> Exercise details: Each entry must be written out again exactly as it stands.

=== Section Start ===

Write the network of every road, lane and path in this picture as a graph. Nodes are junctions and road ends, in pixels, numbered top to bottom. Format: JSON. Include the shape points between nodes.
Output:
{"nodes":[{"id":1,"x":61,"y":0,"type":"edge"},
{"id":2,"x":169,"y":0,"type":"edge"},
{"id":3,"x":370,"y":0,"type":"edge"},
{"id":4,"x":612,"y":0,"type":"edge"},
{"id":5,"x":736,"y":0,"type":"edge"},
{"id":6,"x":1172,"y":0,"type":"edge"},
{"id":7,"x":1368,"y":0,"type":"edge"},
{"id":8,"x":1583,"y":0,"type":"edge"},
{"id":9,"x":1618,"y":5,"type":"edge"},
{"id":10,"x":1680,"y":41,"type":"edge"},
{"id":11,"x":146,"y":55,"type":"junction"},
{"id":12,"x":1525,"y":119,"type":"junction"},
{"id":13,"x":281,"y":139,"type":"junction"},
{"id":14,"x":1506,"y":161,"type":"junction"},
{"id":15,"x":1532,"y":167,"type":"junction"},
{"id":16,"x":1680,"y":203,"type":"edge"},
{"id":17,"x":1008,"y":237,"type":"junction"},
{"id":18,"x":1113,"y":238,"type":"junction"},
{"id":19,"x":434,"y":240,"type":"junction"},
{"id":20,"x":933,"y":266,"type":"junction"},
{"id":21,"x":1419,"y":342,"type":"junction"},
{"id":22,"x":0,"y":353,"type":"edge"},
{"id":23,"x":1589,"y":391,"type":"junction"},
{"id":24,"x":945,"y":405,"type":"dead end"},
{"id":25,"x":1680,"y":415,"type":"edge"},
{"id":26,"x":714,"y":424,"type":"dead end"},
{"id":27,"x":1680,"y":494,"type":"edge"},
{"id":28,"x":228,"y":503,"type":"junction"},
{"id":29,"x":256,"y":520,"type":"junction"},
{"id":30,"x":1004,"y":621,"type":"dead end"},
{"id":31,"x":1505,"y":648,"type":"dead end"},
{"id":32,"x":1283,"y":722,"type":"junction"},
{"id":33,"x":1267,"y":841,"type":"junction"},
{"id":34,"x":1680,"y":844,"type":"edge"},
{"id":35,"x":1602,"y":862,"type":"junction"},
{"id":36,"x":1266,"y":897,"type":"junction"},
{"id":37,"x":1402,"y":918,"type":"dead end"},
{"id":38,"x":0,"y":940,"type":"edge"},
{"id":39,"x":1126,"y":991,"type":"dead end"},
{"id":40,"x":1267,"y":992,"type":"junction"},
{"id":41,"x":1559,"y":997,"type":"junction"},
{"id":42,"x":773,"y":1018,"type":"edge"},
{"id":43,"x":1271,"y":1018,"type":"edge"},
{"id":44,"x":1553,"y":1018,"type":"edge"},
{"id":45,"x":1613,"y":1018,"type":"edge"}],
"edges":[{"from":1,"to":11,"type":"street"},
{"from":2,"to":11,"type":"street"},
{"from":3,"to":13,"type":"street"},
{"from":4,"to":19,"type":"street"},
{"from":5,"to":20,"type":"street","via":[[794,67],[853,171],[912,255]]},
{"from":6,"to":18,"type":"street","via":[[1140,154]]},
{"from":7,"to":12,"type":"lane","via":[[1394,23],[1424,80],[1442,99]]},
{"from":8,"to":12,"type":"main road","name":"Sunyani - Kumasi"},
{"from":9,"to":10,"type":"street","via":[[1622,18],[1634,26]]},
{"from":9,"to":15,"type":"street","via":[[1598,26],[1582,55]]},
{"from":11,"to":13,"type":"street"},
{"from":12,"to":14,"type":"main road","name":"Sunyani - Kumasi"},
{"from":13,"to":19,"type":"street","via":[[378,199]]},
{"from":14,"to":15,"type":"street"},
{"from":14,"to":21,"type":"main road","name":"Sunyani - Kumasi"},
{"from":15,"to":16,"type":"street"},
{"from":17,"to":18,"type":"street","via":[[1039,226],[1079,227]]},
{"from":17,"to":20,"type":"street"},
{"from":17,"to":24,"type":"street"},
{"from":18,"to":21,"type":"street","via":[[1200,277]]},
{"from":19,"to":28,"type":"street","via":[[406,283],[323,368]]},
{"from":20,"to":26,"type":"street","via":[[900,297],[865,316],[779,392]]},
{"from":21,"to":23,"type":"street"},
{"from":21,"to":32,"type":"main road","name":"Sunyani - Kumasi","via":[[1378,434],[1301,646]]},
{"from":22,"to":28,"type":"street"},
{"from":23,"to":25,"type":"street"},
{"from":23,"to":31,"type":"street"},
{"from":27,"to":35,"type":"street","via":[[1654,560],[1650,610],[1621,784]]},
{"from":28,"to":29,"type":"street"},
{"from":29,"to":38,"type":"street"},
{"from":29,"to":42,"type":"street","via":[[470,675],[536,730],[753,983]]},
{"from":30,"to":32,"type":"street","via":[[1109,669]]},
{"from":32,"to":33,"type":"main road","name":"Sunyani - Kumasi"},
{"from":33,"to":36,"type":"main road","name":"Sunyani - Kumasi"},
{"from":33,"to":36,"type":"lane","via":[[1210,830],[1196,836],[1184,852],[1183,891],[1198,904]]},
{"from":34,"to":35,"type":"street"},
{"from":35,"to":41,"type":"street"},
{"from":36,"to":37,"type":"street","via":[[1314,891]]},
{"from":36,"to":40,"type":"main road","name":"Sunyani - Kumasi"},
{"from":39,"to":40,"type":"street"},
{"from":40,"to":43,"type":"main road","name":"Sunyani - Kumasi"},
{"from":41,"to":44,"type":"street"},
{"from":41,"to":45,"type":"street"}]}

=== Section End ===

> Solution:
Write the network of every road, lane and path in this picture as a graph. Nodes are junctions and road ends, in pixels, numbered top to bottom. Format: JSON. Include the shape points between nodes.
Output:
{"nodes":[{"id":1,"x":61,"y":0,"type":"edge"},
{"id":2,"x":169,"y":0,"type":"edge"},
{"id":3,"x":370,"y":0,"type":"edge"},
{"id":4,"x":612,"y":0,"type":"edge"},
{"id":5,"x":736,"y":0,"type":"edge"},
{"id":6,"x":1172,"y":0,"type":"edge"},
{"id":7,"x":1368,"y":0,"type":"edge"},
{"id":8,"x":1583,"y":0,"type":"edge"},
{"id":9,"x":1618,"y":5,"type":"edge"},
{"id":10,"x":1680,"y":41,"type":"edge"},
{"id":11,"x":146,"y":55,"type":"junction"},
{"id":12,"x":1525,"y":119,"type":"junction"},
{"id":13,"x":281,"y":139,"type":"junction"},
{"id":14,"x":1506,"y":161,"type":"junction"},
{"id":15,"x":1532,"y":167,"type":"junction"},
{"id":16,"x":1680,"y":203,"type":"edge"},
{"id":17,"x":1008,"y":237,"type":"junction"},
{"id":18,"x":1113,"y":238,"type":"junction"},
{"id":19,"x":434,"y":240,"type":"junction"},
{"id":20,"x":933,"y":266,"type":"junction"},
{"id":21,"x":1419,"y":342,"type":"junction"},
{"id":22,"x":0,"y":353,"type":"edge"},
{"id":23,"x":1589,"y":391,"type":"junction"},
{"id":24,"x":945,"y":405,"type":"dead end"},
{"id":25,"x":1680,"y":415,"type":"edge"},
{"id":26,"x":714,"y":424,"type":"dead end"},
{"id":27,"x":1680,"y":494,"type":"edge"},
{"id":28,"x":228,"y":503,"type":"junction"},
{"id":29,"x":256,"y":520,"type":"junction"},
{"id":30,"x":1004,"y":621,"type":"dead end"},
{"id":31,"x":1505,"y":648,"type":"dead end"},
{"id":32,"x":1283,"y":722,"type":"junction"},
{"id":33,"x":1267,"y":841,"type":"junction"},
{"id":34,"x":1680,"y":844,"type":"edge"},
{"id":35,"x":1602,"y":862,"type":"junction"},
{"id":36,"x":1266,"y":897,"type":"junction"},
{"id":37,"x":1402,"y":918,"type":"dead end"},
{"id":38,"x":0,"y":940,"type":"edge"},
{"id":39,"x":1126,"y":991,"type":"dead end"},
{"id":40,"x":1267,"y":992,"type":"junction"},
{"id":41,"x":1559,"y":997,"type":"junction"},
{"id":42,"x":773,"y":1018,"type":"edge"},
{"id":43,"x":1271,"y":1018,"type":"edge"},
{"id":44,"x":1553,"y":1018,"type":"edge"},
{"id":45,"x":1613,"y":1018,"type":"edge"}],
"edges":[{"from":1,"to":11,"type":"street"},
{"from":2,"to":11,"type":"street"},
{"from":3,"to":13,"type":"street"},
{"from":4,"to":19,"type":"street"},
{"from":5,"to":20,"type":"street","via":[[794,67],[853,171],[912,255]]},
{"from":6,"to":18,"type":"street","via":[[1140,154]]},
{"from":7,"to":12,"type":"lane","via":[[1394,23],[1424,80],[1442,99]]},
{"from":8,"to":12,"type":"main road","name":"Sunyani - Kumasi"},
{"from":9,"to":10,"type":"street","via":[[1622,18],[1634,26]]},
{"from":9,"to":15,"type":"street","via":[[1598,26],[1582,55]]},
{"from":11,"to":13,"type":"street"},
{"from":12,"to":14,"type":"main road","name":"Sunyani - Kumasi"},
{"from":13,"to":19,"type":"street","via":[[378,199]]},
{"from":14,"to":15,"type":"street"},
{"from":14,"to":21,"type":"main road","name":"Sunyani - Kumasi"},
{"from":15,"to":16,"type":"street"},
{"from":17,"to":18,"type":"street","via":[[1039,226],[1079,227]]},
{"from":17,"to":20,"type":"street"},
{"from":17,"to":24,"type":"street"},
{"from":18,"to":21,"type":"street","via":[[1200,277]]},
{"from":19,"to":28,"type":"street","via":[[406,283],[323,368]]},
{"from":20,"to":26,"type":"street","via":[[900,297],[865,316],[779,392]]},
{"from":21,"to":23,"type":"street"},
{"from":21,"to":32,"type":"main road","name":"Sunyani - Kumasi","via":[[1378,434],[1301,646]]},
{"from":22,"to":28,"type":"street"},
{"from":23,"to":25,"type":"street"},
{"from":23,"to":31,"type":"street"},
{"from":27,"to":35,"type":"street","via":[[1654,560],[1650,610],[1621,784]]},
{"from":28,"to":29,"type":"street"},
{"from":29,"to":38,"type":"street"},
{"from":29,"to":42,"type":"street","via":[[470,675],[536,730],[753,983]]},
{"from":30,"to":32,"type":"street","via":[[1109,669]]},
{"from":32,"to":33,"type":"main road","name":"Sunyani - Kumasi"},
{"from":33,"to":36,"type":"main road","name":"Sunyani - Kumasi"},
{"from":33,"to":36,"type":"lane","via":[[1210,830],[1196,836],[1184,852],[1183,891],[1198,904]]},
{"from":34,"to":35,"type":"street"},
{"from":35,"to":41,"type":"street"},
{"from":36,"to":37,"type":"street","via":[[1314,891]]},
{"from":36,"to":40,"type":"main road","name":"Sunyani - Kumasi"},
{"from":39,"to":40,"type":"street"},
{"from":40,"to":43,"type":"main road","name":"Sunyani - Kumasi"},
{"from":41,"to":44,"type":"street"},
{"from":41,"to":45,"type":"street"}]}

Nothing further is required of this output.